Challenges to NetDevOps Success

Networking teams face several challenges when implementing NetDevOps, which can hinder the transition from traditional network management practices to more agile and automated operations. These challenges include:

1. Automation and tool integration: Automating network operations and integrating various tools into a cohesive NetDevOps pipeline can be complex. Teams often struggle with selecting the right tools, standardizing data formats, and creating seamless workflows that span across different network domains and technologies.
2. Tool limitations and scalability: Relying on a limited set of tools or niche solutions can restrict the growth and scalability of NetDevOps initiatives. Scaling network infrastructure with paid models can also become prohibitively expensive.
3. Unstandardized data: Without standardized data, creating effective automation and NetDevOps processes is challenging. Teams may face issues with redundant data sets, lack of trust in network data, and difficulties in managing the complexities of a network with multiple moving parts.
4. Integration with existing processes: Integrating NetDevOps practices with existing network management and IT processes can be challenging. Organizations must ensure that new workflows and automation strategies align with their current operational models and business objectives.
5. Lack of expertise: Implementing a NetDevOps approach requires expertise in both networking and software development. Network engineers who traditionally focused on hardware and CLI-based configurations must now acquire new skills in software development, automation tools, and APIs. This transition can be challenging due to the steep learning curve and the need to balance ongoing network operations with professional development.
6. Cultural and organizational changes: The shift to NetDevOps requires significant cultural changes within organizations. Teams must move away from siloed operations to a more collaborative approach that integrates network operations with software development practices. This cultural shift can be difficult to achieve and requires buy-in from all levels of the organization.
7. Resistance to change: Network operations personnel may resist the shift to NetDevOps due to fear of the unknown, potential job displacement, or concerns about the reliability of automated processes. Overcoming this resistance is crucial for successful implementation.

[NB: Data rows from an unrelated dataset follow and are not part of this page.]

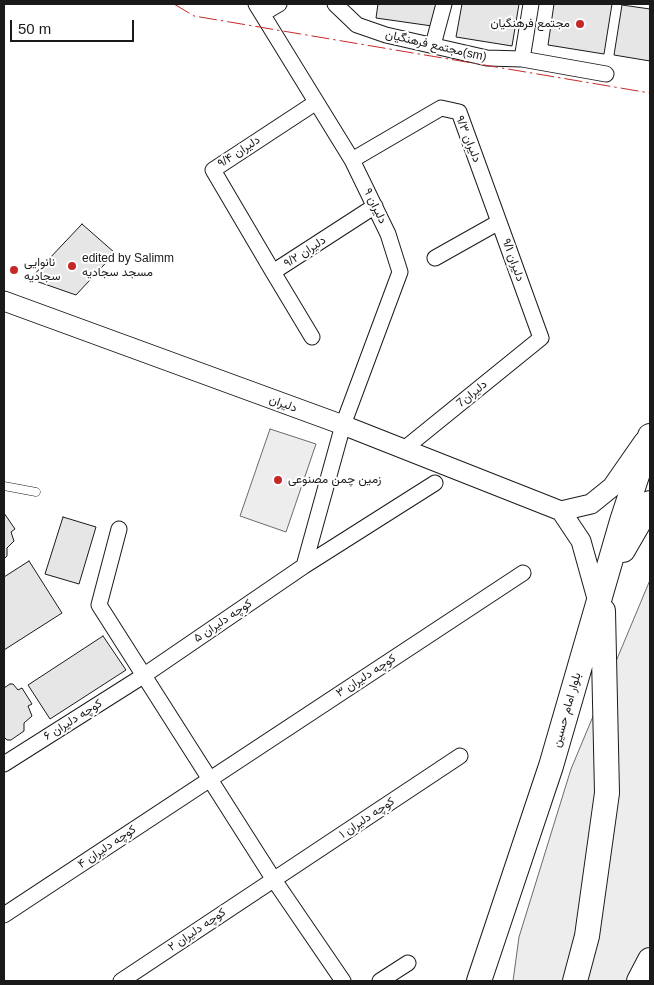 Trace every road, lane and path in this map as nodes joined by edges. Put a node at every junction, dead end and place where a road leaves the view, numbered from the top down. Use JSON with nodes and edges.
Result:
{"nodes":[{"id":1,"x":279,"y":4,"type":"edge"},
{"id":2,"x":335,"y":4,"type":"edge"},
{"id":3,"x":444,"y":4,"type":"edge"},
{"id":4,"x":531,"y":4,"type":"edge"},
{"id":5,"x":259,"y":9,"type":"edge"},
{"id":6,"x":433,"y":45,"type":"junction"},
{"id":7,"x":522,"y":59,"type":"junction"},
{"id":8,"x":606,"y":74,"type":"dead end"},
{"id":9,"x":316,"y":103,"type":"junction"},
{"id":10,"x":352,"y":160,"type":"junction"},
{"id":11,"x":375,"y":206,"type":"junction"},
{"id":12,"x":499,"y":222,"type":"junction"},
{"id":13,"x":435,"y":258,"type":"dead end"},
{"id":14,"x":273,"y":272,"type":"junction"},
{"id":15,"x":4,"y":301,"type":"edge"},
{"id":16,"x":312,"y":337,"type":"dead end"},
{"id":17,"x":541,"y":338,"type":"joint"},
{"id":18,"x":343,"y":426,"type":"junction"},
{"id":19,"x":650,"y":432,"type":"edge"},
{"id":20,"x":650,"y":436,"type":"edge"},
{"id":21,"x":404,"y":449,"type":"junction"},
{"id":22,"x":435,"y":483,"type":"dead end"},
{"id":23,"x":4,"y":486,"type":"edge"},
{"id":24,"x":36,"y":492,"type":"dead end"},
{"id":25,"x":650,"y":503,"type":"edge"},
{"id":26,"x":561,"y":511,"type":"junction"},
{"id":27,"x":119,"y":529,"type":"dead end"},
{"id":28,"x":304,"y":566,"type":"junction"},
{"id":29,"x":523,"y":573,"type":"dead end"},
{"id":30,"x":600,"y":595,"type":"junction"},
{"id":31,"x":143,"y":676,"type":"junction"},
{"id":32,"x":460,"y":756,"type":"dead end"},
{"id":33,"x":4,"y":764,"type":"edge"},
{"id":34,"x":210,"y":778,"type":"junction"},
{"id":35,"x":274,"y":880,"type":"junction"},
{"id":36,"x":4,"y":915,"type":"edge"},
{"id":37,"x":650,"y":960,"type":"edge"},
{"id":38,"x":408,"y":964,"type":"dead end"},
{"id":39,"x":121,"y":981,"type":"edge"},
{"id":40,"x":343,"y":981,"type":"edge"},
{"id":41,"x":380,"y":981,"type":"edge"},
{"id":42,"x":479,"y":981,"type":"edge"},
{"id":43,"x":575,"y":981,"type":"edge"},
{"id":44,"x":639,"y":981,"type":"edge"}],
"edges":[{"from":1,"to":5,"type":"street"},
{"from":2,"to":6,"type":"street","name":"مجتمع فرهنگیان(sm)"},
{"from":3,"to":6,"type":"street"},
{"from":4,"to":7,"type":"street"},
{"from":5,"to":9,"type":"street","name":"دلیران ۹"},
{"from":6,"to":7,"type":"street","name":"مجتمع فرهنگیان(sm)"},
{"from":7,"to":8,"type":"street","name":"مجتمع فرهنگیان(sm)"},
{"from":9,"to":10,"type":"street","name":"دلیران ۹"},
{"from":9,"to":14,"type":"street","name":"دلیران ۹/۴"},
{"from":10,"to":11,"type":"street","name":"دلیران ۹"},
{"from":10,"to":12,"type":"street","name":"دلیران ۹/۳"},
{"from":11,"to":14,"type":"street","name":"دلیران ۹/۲"},
{"from":11,"to":18,"type":"street","name":"دلیران ۹"},
{"from":12,"to":13,"type":"street","name":"دلیران ۹/۱"},
{"from":12,"to":17,"type":"street","name":"دلیران ۹/۱"},
{"from":14,"to":16,"type":"street","name":"دلیران ۹/۲"},
{"from":15,"to":18,"type":"street","name":"دلیران"},
{"from":17,"to":21,"type":"street","name":"دلیران7"},
{"from":18,"to":21,"type":"street","name":"دلیران"},
{"from":18,"to":28,"type":"street"},
{"from":19,"to":26,"type":"street"},
{"from":20,"to":30,"type":"main road","name":"بلوار امام حسین"},
{"from":21,"to":26,"type":"street","name":"دلیران"},
{"from":22,"to":28,"type":"street","name":"کوچه دلیران ۵"},
{"from":23,"to":24,"type":"lane"},
{"from":25,"to":30,"type":"main road"},
{"from":26,"to":30,"type":"street"},
{"from":27,"to":31,"type":"street"},
{"from":28,"to":31,"type":"street","name":"کوچه دلیران ۵"},
{"from":29,"to":34,"type":"street","name":"کوچه دلیران ۳"},
{"from":30,"to":42,"type":"main road","name":"بلوار امام حسین"},
{"from":30,"to":43,"type":"main road"},
{"from":31,"to":33,"type":"street","name":"کوچه دلیران ۶"},
{"from":31,"to":34,"type":"street"},
{"from":32,"to":35,"type":"street","name":"کوچه دلیران ۱"},
{"from":34,"to":35,"type":"street"},
{"from":34,"to":36,"type":"street","name":"کوچه دلیران ۴"},
{"from":35,"to":39,"type":"street","name":"کوچه دلیران ۲"},
{"from":35,"to":40,"type":"street"},
{"from":37,"to":44,"type":"main road"},
{"from":38,"to":41,"type":"street"}]}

Out of all of these challenges, the last one, resistance to change, is the most critical because the success of NetDevOps hinges not just on the adoption of new technologies and processes but, more importantly, on the willingness of individuals and teams to embrace these changes.

10 Steps for Overcoming Resistance and Creating Resilience

Overcoming cultural resistance to NetDevOps involves a multifaceted approach that addresses the concerns and habits of teams accustomed to traditional network management practices. Here are some strategies to facilitate this transition:

1. Management buy-in and leadership support: Secure support from top leadership to drive the cultural shift. Leaders should actively promote the adoption of NetDevOps practices and allocate resources for training and implementation.
2. Clear and consistent communication: Explain the benefits of NetDevOps, including how it can improve network reliability, security, and efficiency. Highlight success stories and case studies to illustrate its positive impact.
3. Highlight the role of network engineers in NetDevOps: Emphasize the crucial role that network engineers play in the NetDevOps ecosystem, transitioning from manual configurations to coding and automation, thereby elevating their strategic importance.
4. Training and professional development: Invest in training programs to upskill network engineers, software developers, and operations teams in DevOps principles, tools, and processes. Encourage certifications and continuous learning to build confidence in the new approach.
5. Promote collaboration across teams: Foster a culture of collaboration by organizing cross-functional teams and encouraging open communication. Use tools and platforms that facilitate collaboration and visibility across network and development teams.
6. Embrace automation gradually: Introduce automation in stages, beginning with repetitive and low-risk tasks. As teams become more comfortable with automation, expand its use to more complex network operations.
7. Pilot projects and phased implementation: Start with small, manageable pilot projects that allow teams to experience the NetDevOps process and see tangible benefits. Gradually expand the scope as confidence and competence grow.
8. Create a feedback loop: Implement a feedback mechanism where team members can share their experiences, concerns, and suggestions regarding the NetDevOps transition. Use this feedback to adjust strategies and address specific challenges.
9. Celebrate successes and recognize contributions: Acknowledge and reward teams and individuals who successfully adopt NetDevOps practices. Celebrating small wins can motivate others and reinforce the value of the new approach.
10. Foster a culture of continuous improvement: Encourage experimentation, learn from failures, and continuously seek ways to improve network operations and collaboration. This cultural shift is essential for the sustained success of NetDevOps.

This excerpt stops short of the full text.